The Rev. Bryan Wright, president of the Southern Baptist Convention, announced recently that he has appointed a task force to explore the possibility of changing the name of the organization. It seems that the name "Southern" may soon be gone with the wind. That doesn't sit well with a number of my Baptist friends, who think this is nothing more than political correctness and a denigration of our beloved South.
The 20-member task force includes eight pastors, two state convention executives, a college president, a group of lay people and two seminary presidents, including the Rev. Albert Mohler, president of the Southern Theological Seminary in Louisville, Ky. Although I don't have a dog in this theological fight, the inclusion of Albert Mohler is extremely good news. The guy is worth several columns every time his lips move.
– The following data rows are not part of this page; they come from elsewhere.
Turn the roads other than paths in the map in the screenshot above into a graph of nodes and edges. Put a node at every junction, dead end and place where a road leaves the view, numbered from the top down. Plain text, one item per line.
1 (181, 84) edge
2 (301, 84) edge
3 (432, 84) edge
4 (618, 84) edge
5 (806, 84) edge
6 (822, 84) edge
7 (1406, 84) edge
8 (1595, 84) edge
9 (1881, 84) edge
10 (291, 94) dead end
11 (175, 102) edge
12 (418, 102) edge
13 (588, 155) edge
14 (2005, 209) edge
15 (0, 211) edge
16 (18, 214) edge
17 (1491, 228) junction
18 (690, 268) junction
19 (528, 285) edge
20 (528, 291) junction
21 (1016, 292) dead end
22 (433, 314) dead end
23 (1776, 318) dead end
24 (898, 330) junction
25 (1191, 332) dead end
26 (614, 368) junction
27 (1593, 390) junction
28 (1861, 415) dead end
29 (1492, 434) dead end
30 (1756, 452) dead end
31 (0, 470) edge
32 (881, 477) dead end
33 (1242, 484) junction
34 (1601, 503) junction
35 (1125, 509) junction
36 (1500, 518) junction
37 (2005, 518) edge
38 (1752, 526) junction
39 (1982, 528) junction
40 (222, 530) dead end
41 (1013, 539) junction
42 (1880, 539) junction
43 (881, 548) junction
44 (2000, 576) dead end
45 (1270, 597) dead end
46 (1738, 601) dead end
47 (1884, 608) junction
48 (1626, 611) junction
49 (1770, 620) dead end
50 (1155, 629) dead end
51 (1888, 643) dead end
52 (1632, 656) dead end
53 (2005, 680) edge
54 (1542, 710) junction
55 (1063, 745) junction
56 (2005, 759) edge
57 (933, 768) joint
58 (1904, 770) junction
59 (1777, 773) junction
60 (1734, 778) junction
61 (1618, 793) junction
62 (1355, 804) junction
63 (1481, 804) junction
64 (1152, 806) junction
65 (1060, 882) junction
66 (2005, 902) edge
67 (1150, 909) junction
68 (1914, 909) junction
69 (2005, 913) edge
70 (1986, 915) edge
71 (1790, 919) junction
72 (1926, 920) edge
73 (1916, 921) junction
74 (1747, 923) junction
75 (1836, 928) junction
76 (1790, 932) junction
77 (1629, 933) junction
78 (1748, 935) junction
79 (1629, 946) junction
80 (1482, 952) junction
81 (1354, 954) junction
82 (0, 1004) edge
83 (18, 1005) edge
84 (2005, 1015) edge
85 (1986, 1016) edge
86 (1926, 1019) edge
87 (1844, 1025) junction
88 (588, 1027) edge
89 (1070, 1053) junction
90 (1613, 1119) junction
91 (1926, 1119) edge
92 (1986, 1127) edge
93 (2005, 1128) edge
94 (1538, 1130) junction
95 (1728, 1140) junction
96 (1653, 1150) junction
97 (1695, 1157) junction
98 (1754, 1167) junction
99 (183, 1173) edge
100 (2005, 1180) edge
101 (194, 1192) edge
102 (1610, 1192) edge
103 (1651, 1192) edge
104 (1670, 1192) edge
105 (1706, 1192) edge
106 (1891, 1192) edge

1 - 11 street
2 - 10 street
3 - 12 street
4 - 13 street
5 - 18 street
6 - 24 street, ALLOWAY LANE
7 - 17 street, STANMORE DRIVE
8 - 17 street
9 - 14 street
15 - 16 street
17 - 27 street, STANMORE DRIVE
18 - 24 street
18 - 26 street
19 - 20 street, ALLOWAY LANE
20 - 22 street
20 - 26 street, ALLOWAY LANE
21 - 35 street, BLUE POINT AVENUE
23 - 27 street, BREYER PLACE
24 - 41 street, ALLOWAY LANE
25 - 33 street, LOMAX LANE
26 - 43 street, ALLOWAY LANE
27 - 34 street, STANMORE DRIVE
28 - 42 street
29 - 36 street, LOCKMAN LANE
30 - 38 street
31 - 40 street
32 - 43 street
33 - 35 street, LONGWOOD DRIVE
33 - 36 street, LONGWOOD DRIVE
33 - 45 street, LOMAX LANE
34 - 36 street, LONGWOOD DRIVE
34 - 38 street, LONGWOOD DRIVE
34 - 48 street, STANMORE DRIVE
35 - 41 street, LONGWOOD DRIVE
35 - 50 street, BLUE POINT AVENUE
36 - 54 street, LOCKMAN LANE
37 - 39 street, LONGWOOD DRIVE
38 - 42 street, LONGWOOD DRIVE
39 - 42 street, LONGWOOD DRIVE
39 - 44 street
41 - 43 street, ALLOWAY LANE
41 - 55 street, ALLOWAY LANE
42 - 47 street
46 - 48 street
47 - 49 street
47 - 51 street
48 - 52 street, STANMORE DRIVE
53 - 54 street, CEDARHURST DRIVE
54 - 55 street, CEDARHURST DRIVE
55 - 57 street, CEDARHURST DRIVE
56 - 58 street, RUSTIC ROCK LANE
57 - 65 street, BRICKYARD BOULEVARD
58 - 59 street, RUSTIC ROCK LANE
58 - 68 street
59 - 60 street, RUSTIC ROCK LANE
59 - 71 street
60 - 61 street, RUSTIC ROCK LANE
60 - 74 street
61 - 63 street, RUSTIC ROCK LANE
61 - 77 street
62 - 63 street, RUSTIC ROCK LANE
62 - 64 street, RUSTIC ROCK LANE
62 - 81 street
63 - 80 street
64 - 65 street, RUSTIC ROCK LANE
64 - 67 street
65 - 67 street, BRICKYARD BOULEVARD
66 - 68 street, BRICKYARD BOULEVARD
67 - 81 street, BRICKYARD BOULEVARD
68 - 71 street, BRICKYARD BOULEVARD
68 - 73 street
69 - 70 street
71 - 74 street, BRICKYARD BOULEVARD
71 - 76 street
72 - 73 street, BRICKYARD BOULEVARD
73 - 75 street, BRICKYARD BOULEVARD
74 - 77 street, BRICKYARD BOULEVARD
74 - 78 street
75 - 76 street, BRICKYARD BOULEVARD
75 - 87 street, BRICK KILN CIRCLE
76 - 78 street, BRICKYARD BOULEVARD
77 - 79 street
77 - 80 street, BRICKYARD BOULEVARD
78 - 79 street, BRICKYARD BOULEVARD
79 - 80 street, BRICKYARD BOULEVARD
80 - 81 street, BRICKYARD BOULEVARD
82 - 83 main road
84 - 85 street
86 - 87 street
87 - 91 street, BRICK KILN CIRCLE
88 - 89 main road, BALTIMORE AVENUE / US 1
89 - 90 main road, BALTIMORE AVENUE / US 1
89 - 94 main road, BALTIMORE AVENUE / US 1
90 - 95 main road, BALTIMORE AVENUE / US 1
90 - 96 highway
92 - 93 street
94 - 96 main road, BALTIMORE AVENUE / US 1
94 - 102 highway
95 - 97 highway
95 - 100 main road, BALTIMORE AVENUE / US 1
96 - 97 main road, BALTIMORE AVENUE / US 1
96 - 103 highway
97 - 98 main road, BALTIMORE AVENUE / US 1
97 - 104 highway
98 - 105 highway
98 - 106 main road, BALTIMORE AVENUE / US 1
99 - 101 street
For starters, Al isn't crazy about women preachers. When the First Baptist Church of Decatur appointed the Rev. Julie Pennington-Russell as its senior minister, he was quoted as saying the Rev. Pennington-Russell was qualified for the job, "except for the fact that she is a woman."
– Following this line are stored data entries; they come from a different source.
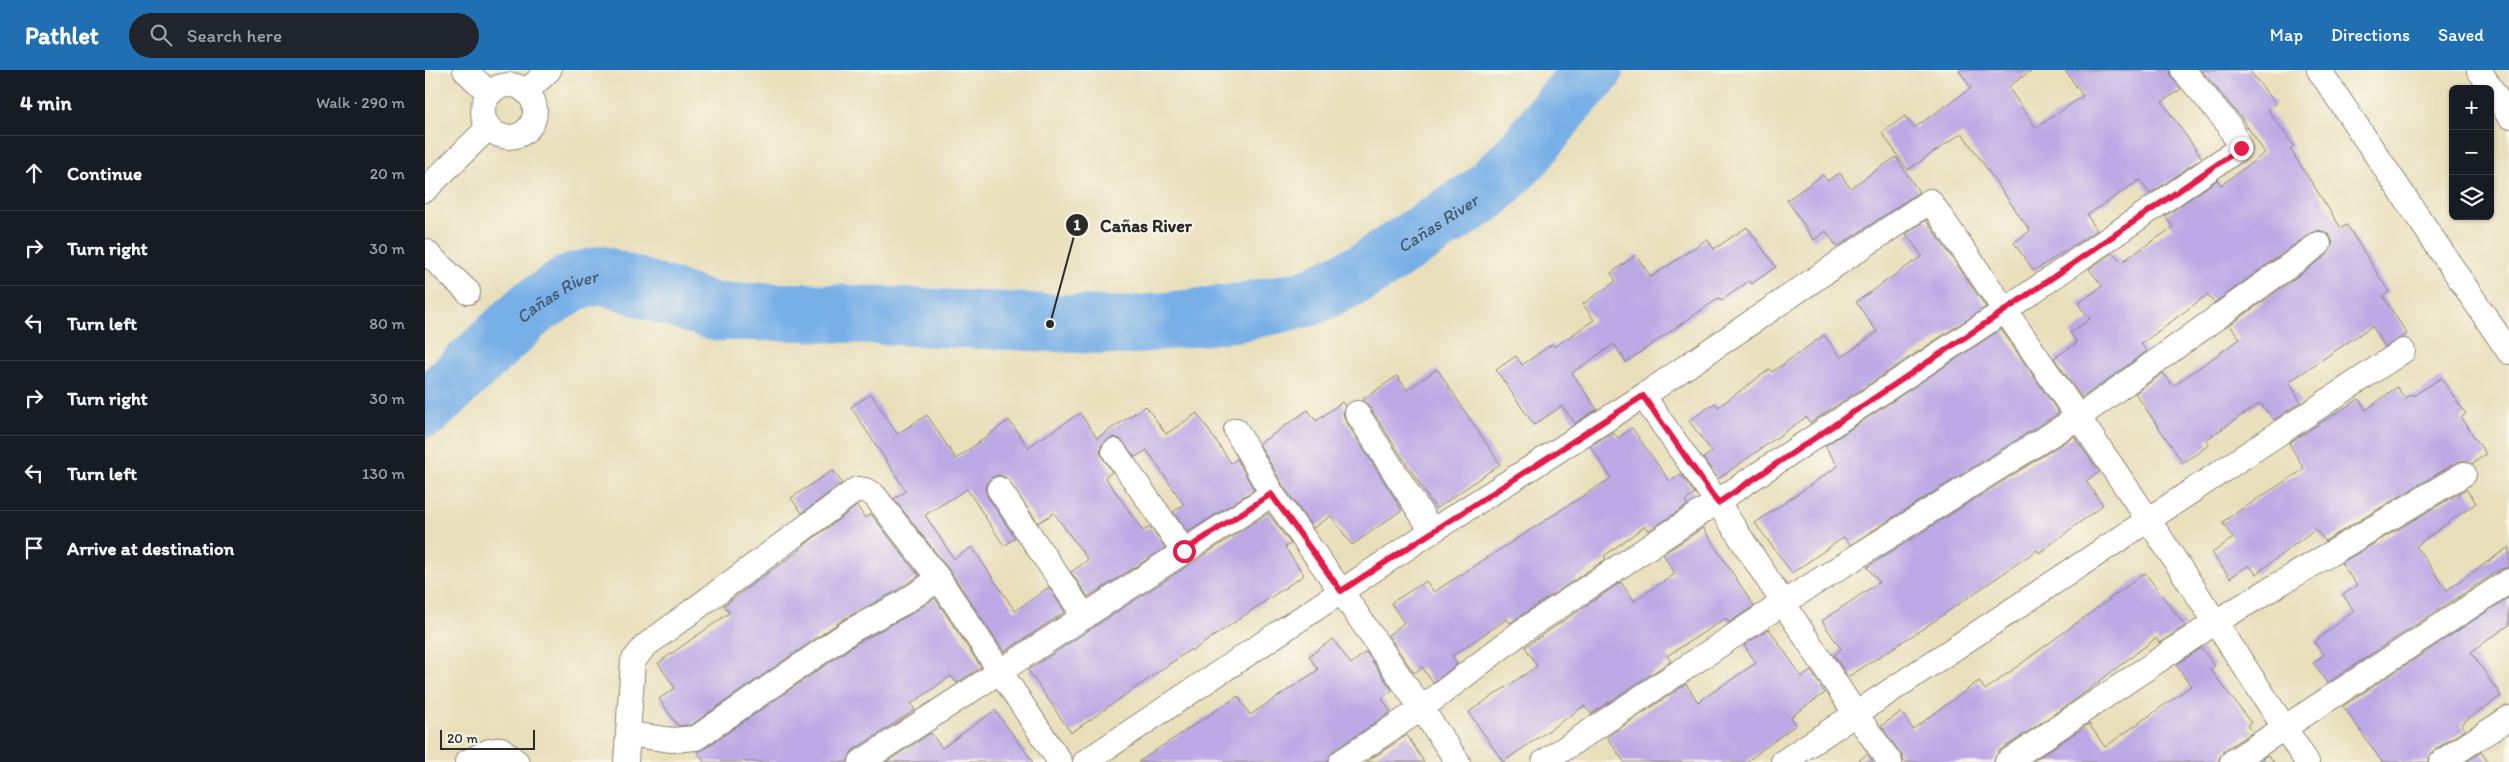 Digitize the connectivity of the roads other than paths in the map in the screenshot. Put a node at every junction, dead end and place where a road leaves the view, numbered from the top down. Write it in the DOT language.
graph roads {
  1 [pos="465,70"];
  2 [pos="549,70"];
  3 [pos="2183,70"];
  4 [pos="2319,70"];
  5 [pos="2479,70"];
  6 [pos="526,92"];
  7 [pos="490,94"];
  8 [pos="2509,116"];
  9 [pos="489,127"];
  10 [pos="425,190"];
  11 [pos="2319,244"];
  12 [pos="425,251"];
  13 [pos="469,292"];
  14 [pos="2004,311"];
  15 [pos="2403,350"];
  16 [pos="2509,352"];
  17 [pos="1643,396"];
  18 [pos="1357,413"];
  19 [pos="2079,417"];
  20 [pos="1236,430"];
  21 [pos="1114,451"];
  22 [pos="2464,474"];
  23 [pos="999,489"];
  24 [pos="1271,494"];
  25 [pos="1718,503"];
  26 [pos="2148,518"];
  27 [pos="1432,530"];
  28 [pos="1184,551"];
  29 [pos="939,580"];
  30 [pos="2509,581"];
  31 [pos="1341,591"];
  32 [pos="1783,603"];
  33 [pos="1085,617"];
  34 [pos="2214,623"];
  35 [pos="1001,671"];
  36 [pos="1421,709"];
  37 [pos="1855,713"];
  38 [pos="2509,718"];
  39 [pos="2283,727"];
  40 [pos="628,734"];
  41 [pos="467,762"];
  42 [pos="517,762"];
  43 [pos="626,762"];
  44 [pos="861,762"];
  45 [pos="1060,762"];
  46 [pos="1085,762"];
  47 [pos="1341,762"];
  48 [pos="1458,762"];
  49 [pos="1544,762"];
  50 [pos="1783,762"];
  51 [pos="1890,762"];
  52 [pos="2007,762"];
  53 [pos="2232,762"];
  54 [pos="2307,762"];
  55 [pos="2441,762"];
  1 -- 7 [label="street"];
  2 -- 6 [label="street"];
  3 -- 14 [label="street"];
  4 -- 16 [label="street"];
  5 -- 8 [label="street"];
  6 -- 7 [label="street"];
  6 -- 9 [label="street"];
  7 -- 9 [label="street"];
  9 -- 10 [label="street"];
  11 -- 19 [label="street"];
  12 -- 13 [label="street"];
  14 -- 17 [label="street"];
  14 -- 19 [label="street"];
  14 -- 25 [label="street"];
  15 -- 26 [label="street"];
  17 -- 25 [label="street"];
  17 -- 27 [label="street"];
  18 -- 27 [label="street"];
  19 -- 26 [label="street"];
  19 -- 32 [label="street"];
  20 -- 24 [label="street"];
  21 -- 28 [label="street"];
  22 -- 34 [label="street"];
  23 -- 33 [label="street"];
  24 -- 28 [label="street"];
  24 -- 31 [label="street"];
  25 -- 32 [label="street"];
  25 -- 36 [label="street"];
  26 -- 34 [label="street"];
  26 -- 37 [label="street"];
  27 -- 31 [label="street"];
  28 -- 33 [label="street"];
  29 -- 35 [label="street"];
  29 -- 40 [label="street"];
  29 -- 40 [label="street"];
  30 -- 39 [label="street"];
  31 -- 36 [label="street"];
  31 -- 46 [label="street"];
  32 -- 37 [label="street"];
  32 -- 49 [label="street"];
  33 -- 35 [label="street"];
  34 -- 39 [label="street"];
  34 -- 52 [label="street"];
  35 -- 44 [label="street"];
  35 -- 45 [label="street"];
  36 -- 47 [label="street"];
  36 -- 48 [label="street"];
  37 -- 50 [label="street"];
  37 -- 51 [label="street"];
  38 -- 55 [label="street"];
  39 -- 53 [label="street"];
  39 -- 54 [label="street"];
  40 -- 43 [label="street"];
  41 -- 42 [label="street"];
}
You see, women can run for president of the United States, be a senator or a governor, the CEO of a Fortune 500 company or an astronaut, but they can't be preachers in the SBC churches. At least that seems to be Albert's opinion. My opinion is that if my daughter or daughter-in-law came across the Rev. Al, they would probably thwack him on his sexist noggin with a frying pan, except I don't think they own a frying pan. Maybe they would chunk their microwaves at him.
And, please, Bible-thumpers, don't get your knickers in a wad and start quoting the Apostle Paul's views on women in the pulpit or I will be forced to remind you what Paul said about divorce, which I believe applies to one of your high-profile messengers. Fair is fair.
Weird Al also informed us that yoga isn't Christian. ("Thou Shalt Not Get in the Lotus Position.") He says he objects to "the idea that the body is a vehicle for reaching consciousness with the divine." I have no idea what that means and probably nobody else does either, including Albert. I just know that when I awake in the morning, I am careful to try and not regain consciousness, lest I risk eternal damnation.
The Rev. Mohler told the media that the name "Southern" sounds "strange, if not foreign" to people in the Pacific Northwest or in New England, failing to note that he sounds strange, if not foreign in Bogart and Attapulgus and most of the rest of the English-speaking world.
I have had some experience with naming things. I was part of the group that coined the name "BellSouth" to identify the new regional holding company in the Southeast created at the divestiture of the Bell System in 1984. (For you trivia buffs, if the courts had not approved of our using "Bell" in our name, we would have opened for business as SunLink Corporation. It turned out not to matter because our timid management got themselves taken over by Southwestern Bell, now called the "new ATT," so we could have called ourselves Acme Seed and Feed for all the good that did.)
Still, I learned back in those days that what you call yourself isn't as important as how well you do what you do. CSX is one of the worst names in the business world, but the company does a pretty good job of running a transportation system and is a major player on the New York Stock Exchange. Enron sounded like a neat name and we know what happened to it.
As for geographic bias, I don't think anyone will cancel their insurance because they perceive that New York Life is full of know-it-alls who talk too loud or will refuse to fly Southwest Airlines, worried that the company may be operated by bowlegged people with cow poop on their boots. It's not the name; it is the public's perception of the service they deliver.
As far as I am concerned, deleting "Southern" from the SBC's name is like putting socks on a frog. It may attract a lot of attention, but it is still a frog. And as long as the organization has people like the Rev. Albert Mohler shooting off his mouth about the sins of yoga and about women not being qualified to preach, the Baptists have bigger problems than being associated with the South.